It is also known as dermoscopy. This technique refers to the examination of the skin using skin surface microscopy. A dermatoscope (or dermoscope) is a device used for the examination of cutaneous lesions. It has a hand-held device with a magnifier with either cross-polarized or non-polarized light or a liquid medium of oil between the instrument and the skin to illuminate a lesion without glare from reflected light. The device is useful for examining pigmented lesions such as naevi and potential malignant lesions such as melanomas. There are specific dermoscopic patterns that aid in the diagnosis of the following pigmented skin lesions such as melanomas, moles (benign melanocytic naevi), freckles (lentigos), atypical naevi, seborrhoeic keratosis and pigmented basal cell carcinomas. Evidence suggests that while dermatoscopy improves the diagnostic accuracy for melanoma compared to the unaided eye, it requires sufficient training and is not recommended for untrained users.
Wood’s light is a lamp emitting long-wave UVA used to examine pigmentary changes in the skin and fluorescent infections. This ultraviolet light source is used to screen for the fungal infection, tinea capitis; however, only certain species fluoresce (green) (Microsporum canis and Μ. audouinii). Other uses include highlighting patches of pityriasis versicolor caused by Pityrosorum yeast which fluoresces yellow; erythrasma, a bacterial infection affecting the skin folds, caused by Corynebacterium fluoresces green and vitiligo which delineates patches which can be otherwise missed.
Mycology can be used to identify superficial fungal infections including yeasts (candidiasis and pityriasis versicolor), dermatophytes (ringworm/ tinea – tinea unguium) or moulds (e.g. Scopulariopsis) using scales scraped from the edge of a scaly lesion, nails using a blunt instrument such as blunt scalpel blade or blunt edge of a stitch cutter. Scrapings of scale should be taken from the leading edge of the rash (as this is where active spores are most likely to be found) after the skin has been cleaned with alcohol, such as surgical spirit or 70% alcohol. This minimises contamination and is an aid to microscopy if greasy ointments or powders have been applied. Samples can be collected on kits providing black paper envelopes (e.g. Dermapak), which can be easily transferred to the lab. It is essential to have an adequate sample and provide full clinical details if the test is to be successful; whilst the precise quantity is difficult to quantify, as a general rule it is worth including as much material as possible so that full laboratory investigations can be carried out. It is always useful to have enough skin or nail to repeat the culture if necessary. Sample the discoloured, dystrophic or brittle parts of the nail only, gently digging as far back as possible from the distal part of the nail. For dermatophyte infections, samples should be taken from the distal nail and from debris under the nail (subungual debris). For superficial onychomycosis, the scraping should be from the nail surface and for Candida infections (e.g. a chronic paronychia) a swab should be taken from the proximal nail fold.
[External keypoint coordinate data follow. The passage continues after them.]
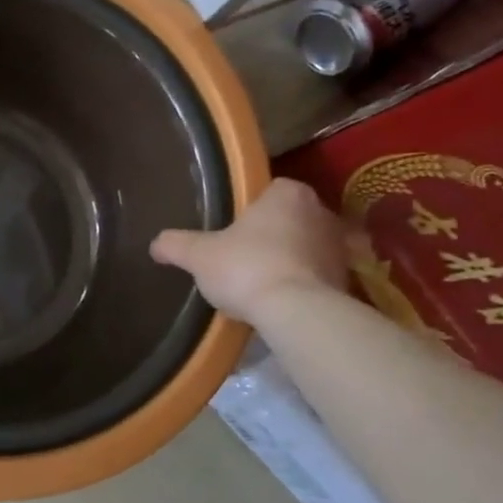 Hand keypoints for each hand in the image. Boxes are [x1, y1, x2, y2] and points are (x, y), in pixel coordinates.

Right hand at [150, 178, 347, 322]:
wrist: (296, 312)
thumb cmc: (246, 268)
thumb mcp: (198, 256)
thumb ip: (175, 245)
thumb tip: (155, 244)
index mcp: (287, 194)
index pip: (270, 190)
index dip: (250, 209)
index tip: (233, 230)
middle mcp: (321, 211)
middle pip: (290, 217)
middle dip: (272, 233)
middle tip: (243, 256)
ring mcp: (339, 245)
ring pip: (306, 246)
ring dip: (290, 259)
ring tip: (261, 282)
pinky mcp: (347, 278)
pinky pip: (318, 274)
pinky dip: (303, 283)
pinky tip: (281, 300) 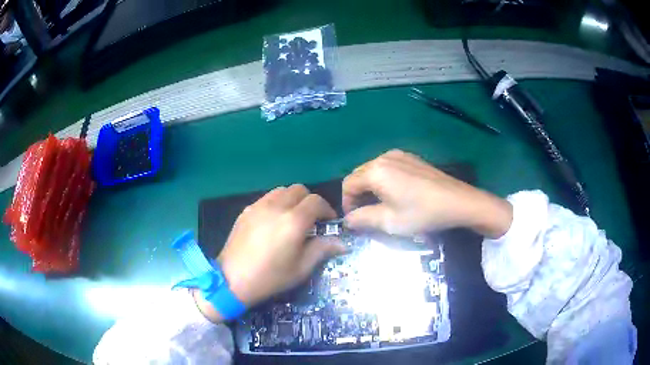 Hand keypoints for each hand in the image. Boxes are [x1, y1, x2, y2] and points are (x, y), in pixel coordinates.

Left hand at [194, 184, 344, 321]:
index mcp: (293, 221)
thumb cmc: (271, 277)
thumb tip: (343, 243)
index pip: (316, 201)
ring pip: (282, 190)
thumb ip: (323, 250)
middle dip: (310, 201)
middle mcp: (277, 207)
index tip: (328, 222)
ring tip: (292, 218)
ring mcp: (258, 206)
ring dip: (292, 199)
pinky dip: (276, 203)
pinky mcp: (246, 210)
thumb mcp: (301, 268)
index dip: (327, 209)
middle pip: (300, 190)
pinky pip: (266, 198)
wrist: (232, 280)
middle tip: (311, 219)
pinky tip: (273, 222)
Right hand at [342, 149, 511, 237]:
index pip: (348, 184)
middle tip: (365, 214)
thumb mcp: (389, 221)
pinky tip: (396, 192)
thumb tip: (347, 219)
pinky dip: (383, 179)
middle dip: (357, 194)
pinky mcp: (411, 157)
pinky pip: (388, 167)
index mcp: (375, 171)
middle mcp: (383, 157)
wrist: (457, 201)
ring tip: (380, 204)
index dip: (347, 203)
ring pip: (373, 170)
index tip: (354, 219)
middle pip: (359, 175)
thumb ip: (362, 219)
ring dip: (370, 186)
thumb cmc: (422, 213)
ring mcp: (399, 155) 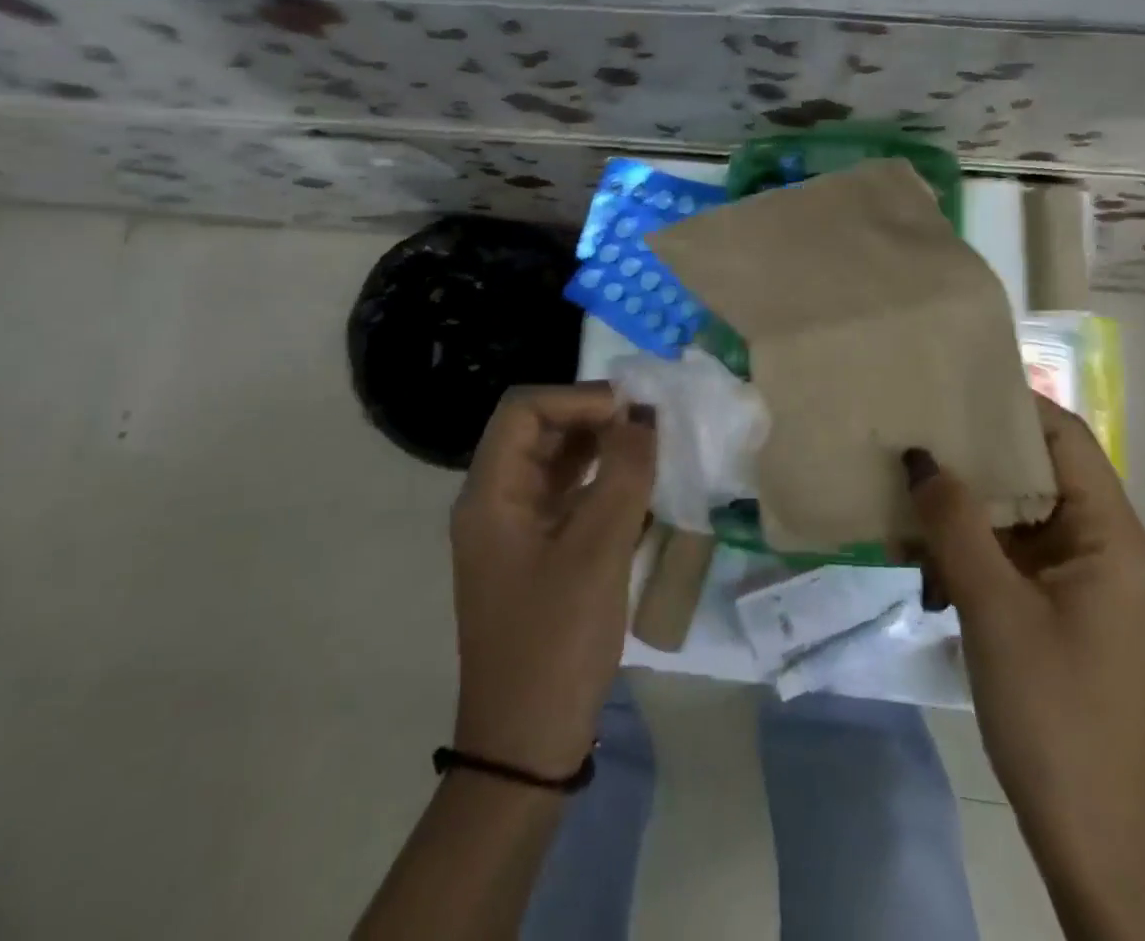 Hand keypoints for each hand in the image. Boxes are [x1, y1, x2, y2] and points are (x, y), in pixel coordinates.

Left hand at [450, 384, 655, 777]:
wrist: (527, 746)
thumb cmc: (555, 643)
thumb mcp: (597, 552)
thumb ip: (623, 475)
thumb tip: (642, 416)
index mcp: (491, 495)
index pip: (525, 410)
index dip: (577, 398)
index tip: (631, 411)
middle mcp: (497, 502)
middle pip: (540, 431)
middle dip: (594, 419)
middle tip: (651, 425)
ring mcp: (516, 530)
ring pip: (558, 463)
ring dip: (602, 449)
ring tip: (653, 449)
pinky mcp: (539, 554)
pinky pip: (570, 498)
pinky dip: (603, 484)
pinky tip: (642, 490)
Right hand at [905, 396, 1144, 936]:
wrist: (1094, 841)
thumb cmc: (1053, 714)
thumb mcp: (993, 608)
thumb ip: (955, 524)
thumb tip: (920, 456)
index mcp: (1113, 538)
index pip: (1066, 439)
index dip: (1013, 405)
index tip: (951, 385)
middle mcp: (1105, 549)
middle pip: (1038, 474)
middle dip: (974, 456)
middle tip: (913, 431)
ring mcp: (1082, 583)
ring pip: (1018, 518)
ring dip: (964, 510)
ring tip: (904, 492)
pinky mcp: (1059, 612)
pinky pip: (1011, 557)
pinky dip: (969, 550)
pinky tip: (920, 558) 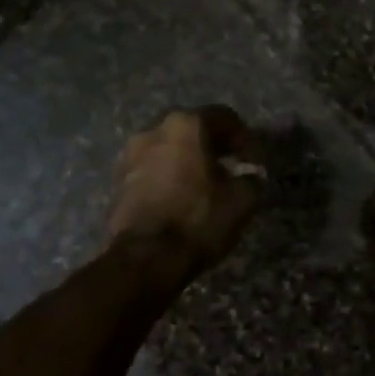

Hair can be plucked from the affected area with forceps; the infected hairs come out easily. The scalp may then be scraped with a blunt scalpel. Preferably, the sample should include hair stubs, the contents of plugged follicles and skin scales. Hair cut with a scissors is unsatisfactory as the focus of infection is usually below or near the surface of the scalp.
Where diagnosis is unclear but there is a differential diagnosis, an ellipse of skin can be taken through the edge of a lesion. There is a need to ensure that normal and abnormal skin (epidermis, dermis and fat) are included in the sample. Incisional, excisional and punch biopsies may be taken. Punch biopsies provide only limited sample, which may be inadequate for histological examination. Typically, the punch biopsy includes the full thickness skin and subcutaneous fat in the diagnosis of skin diseases. A round-shaped knife ranging in size from 1–8 mm is taken. The smaller size punch (1 mm) helps to minimise bleeding and assists in the vhealing of the wound without stitching. To diagnose many inflammatory skin conditions, the common punch size used is the 3.5- or 4-mm punch.
The source of bacteria can be determined by swabbing a fluid sample pustules, vesicles, erosions and ulcers.
It is a technique used to diagnose contact allergic dermatitis based on the principle of delayed hypersensitivity (an immune response). Evidence of contact allergy is derived from a patient history (such as occupation), clinical examination and patch testing. The aim of the patch test is to ascertain allergic contact dermatitis by aiming to reproduce a rash on a small controlled area of skin using standardised batches or trays of allergens (termed batteries) or those commonly used at work or home. Standard batteries of substances (now often pre-prepared) are comprised of patches made up of Finn chambers and hypoallergenic tape that are applied to the patient’s upper back; they should incorporate probable (standard battery) and possible substances (e.g. occupational specific) based on their history. The results are read at two stages, 48 hours and 72 hours; this timing sequence is related to the type IV hypersensitivity reaction, which is a delayed immune response. Care is needed to avoid misleading results from contact irritants that are distinct from hypersensitivity reactions. Differentiation is not always easy, however, the use of standard allergens and rigorous technique are required.